The dodder's tendrils on the right appear to be reaching out to the hapless water willow.

The parasitic plant will not let go.

Haustoria have formed and inserted themselves into the host plant's stem.



Dodder fruit and seeds forming.

Dodder soon to be pickled with a spray of vinegar.  Probably a futile effort at its eradication.
     

     So, does it feel more like Eden before or after our awareness of these two serpents?

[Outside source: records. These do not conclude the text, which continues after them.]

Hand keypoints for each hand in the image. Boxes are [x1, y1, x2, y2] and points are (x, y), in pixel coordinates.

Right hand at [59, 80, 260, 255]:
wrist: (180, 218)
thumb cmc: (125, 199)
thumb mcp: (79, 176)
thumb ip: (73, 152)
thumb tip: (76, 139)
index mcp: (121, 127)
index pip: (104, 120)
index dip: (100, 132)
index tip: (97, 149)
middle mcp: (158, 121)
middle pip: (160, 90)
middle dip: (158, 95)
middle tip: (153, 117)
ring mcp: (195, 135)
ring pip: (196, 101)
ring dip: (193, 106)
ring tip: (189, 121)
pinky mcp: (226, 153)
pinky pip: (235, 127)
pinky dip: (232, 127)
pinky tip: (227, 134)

     With the cottonmouth water moccasin, I felt the greatest temptation to lift a stone high over its head and do it in.  But, of course, it is part of The Creek, and so I am  experiencing again a bit of sympathetic antagonism.  The same goes for the dodder, the fire ants, the mosquitoes, the sun.  The list is not a short one.




    And still on the same topic of guests in the Garden, half the trail along the pool side is bordered by the healthiest green vines you can imagine.
Rhus toxicodendron, or Toxicodendron radicans
Either name will do.  It's poison ivy.

     This was The Creek on Easter morning, after all.